===== EXERCISE INPUTS
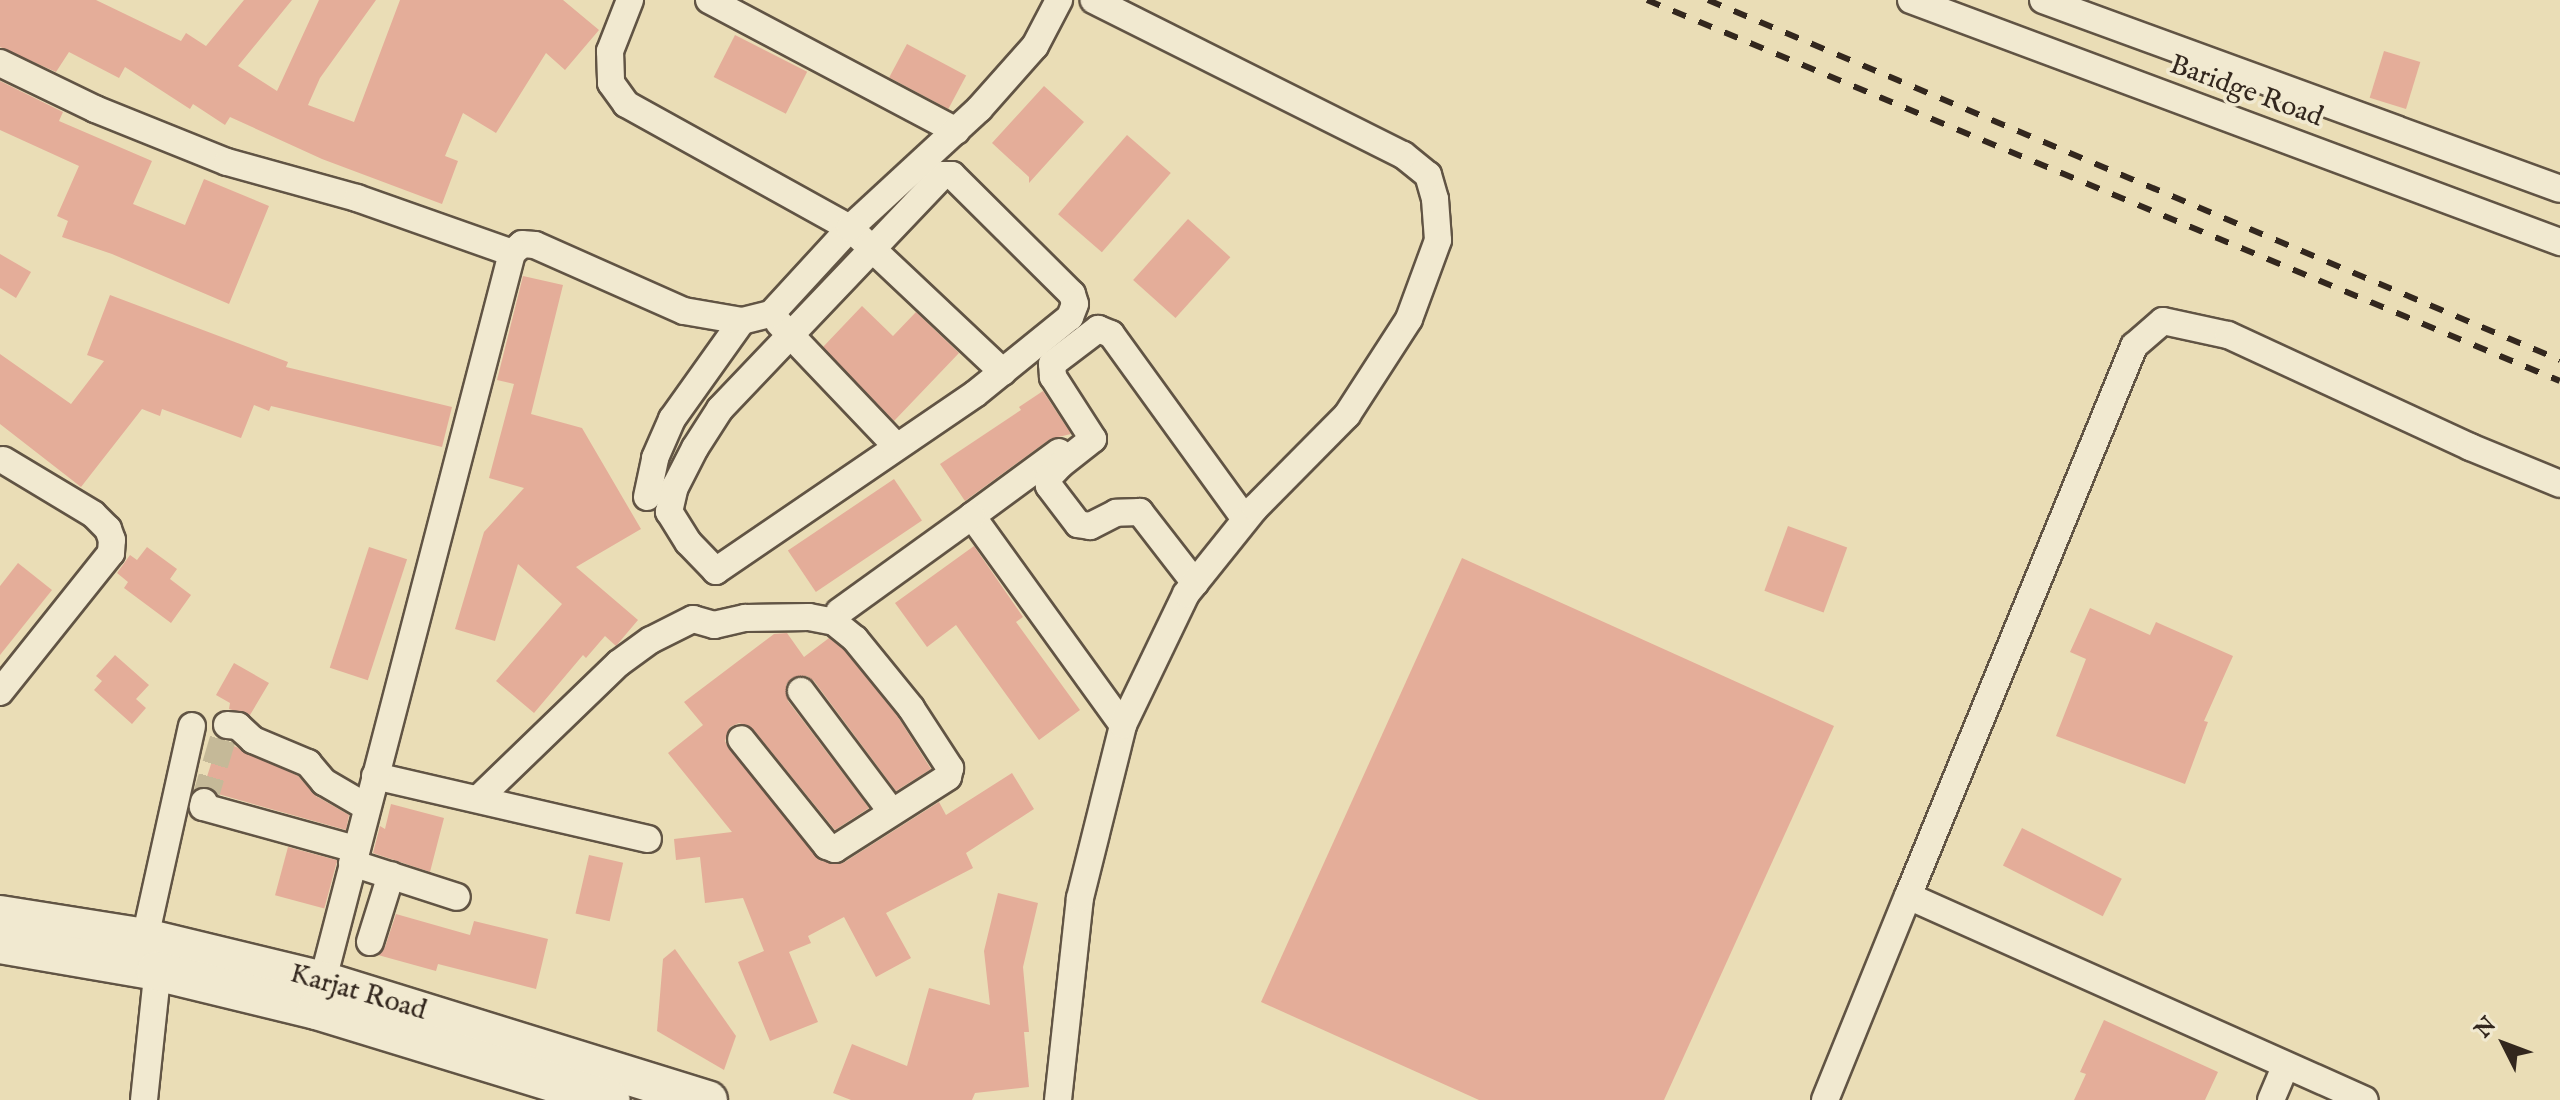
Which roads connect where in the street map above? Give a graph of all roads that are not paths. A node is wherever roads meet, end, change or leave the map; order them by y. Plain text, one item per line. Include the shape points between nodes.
1 (630, 0) edge
2 (709, 0) edge
3 (1059, 0) edge
4 (1094, 0) edge
5 (1911, 0) edge
6 (2043, 0) edge
7 (0, 63) edge
8 (956, 131) junction
9 (2560, 189) edge
10 (850, 228) junction
11 (2560, 242) edge
12 (873, 248) junction
13 (512, 253) junction
14 (742, 321) junction
15 (780, 324) junction
16 (1003, 372) junction
17 (1088, 431) junction
18 (896, 446) junction
19 (3, 460) dead end
20 (2560, 484) edge
21 (647, 497) dead end
22 (972, 516) junction
23 (1245, 519) junction
24 (1195, 583) junction
25 (839, 612) dead end
26 (801, 691) dead end
27 (0, 692) edge
28 (227, 725) dead end
29 (1123, 725) junction
30 (192, 726) dead end
31 (741, 739) dead end
32 (375, 776) junction
33 (479, 798) junction
34 (204, 802) dead end
35 (367, 807) junction
36 (892, 812) junction
37 (648, 839) dead end
38 (354, 856) junction
39 (391, 875) junction
40 (1908, 896) junction
41 (457, 897) dead end
42 (0, 915) edge
43 (370, 942) dead end
44 (0, 944) edge
45 (155, 951) junction
46 (319, 995) junction
47 (2285, 1067) junction
48 (144, 1100) edge
49 (611, 1100) edge
50 (708, 1100) edge
51 (1058, 1100) edge
52 (1825, 1100) edge
53 (2271, 1100) edge
54 (2365, 1100) edge

1 - 10 street via 610,51 611,83 626,104
2 - 8 street
3 - 8 street via 1035,46
4 - 23 street via 1403,155 1428,175 1435,199 1438,240 1409,319 1347,415
5 - 11 street, Baridge Road
6 - 9 street
7 - 13 street via 95,109 227,162 357,198
8 - 10 street
10 - 12 street
10 - 15 street
12 - 15 street
12 - 16 street
12 - 16 street via 943,175 952,175 1072,294 1075,304 1070,317
13 - 14 street via 522,244 535,245 684,311
13 - 32 street
14 - 15 street
14 - 21 street via 672,419 655,458
15 - 18 street
15 - 18 street via 720,409 675,487 669,512 701,557 716,571 727,566
16 - 18 street
17 - 22 street
17 - 23 street via 1051,371 1052,364 1103,328
17 - 24 street via 1093,439 1060,465 1048,478 1049,486 1078,524 1090,526 1116,513 1140,512
19 - 27 street via 93,514 112,540 111,553
20 - 40 street via 2228,335 2163,321 2134,346
22 - 25 street
22 - 29 street
23 - 24 street
24 - 29 street
26 - 36 street
28 - 35 street via 308,763 324,782
29 - 51 street via 1080,898
30 - 45 street
31 - 36 street via 827,846 835,849
32 - 33 street
32 - 35 street
33 - 36 street via 619,663 651,640 693,619 714,625 745,618 809,617 834,622 855,639 911,708 950,768 948,777
33 - 37 street
34 - 38 street via 203,807
35 - 38 street
38 - 39 street
38 - 46 street
39 - 41 street
39 - 43 street
40 - 47 street
40 - 52 street
42 - 45 main road, Karjat Road
44 - 45 main road, Karjat Road
45 - 46 main road, Karjat Road
45 - 48 street
46 - 49 main road, Karjat Road
46 - 50 main road, Karjat Road
47 - 53 street
47 - 54 street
==========
• WORK TASK: Tally the lines of the records holding the word "Karjat", then state only the tally.

• ANSWER BOX: 5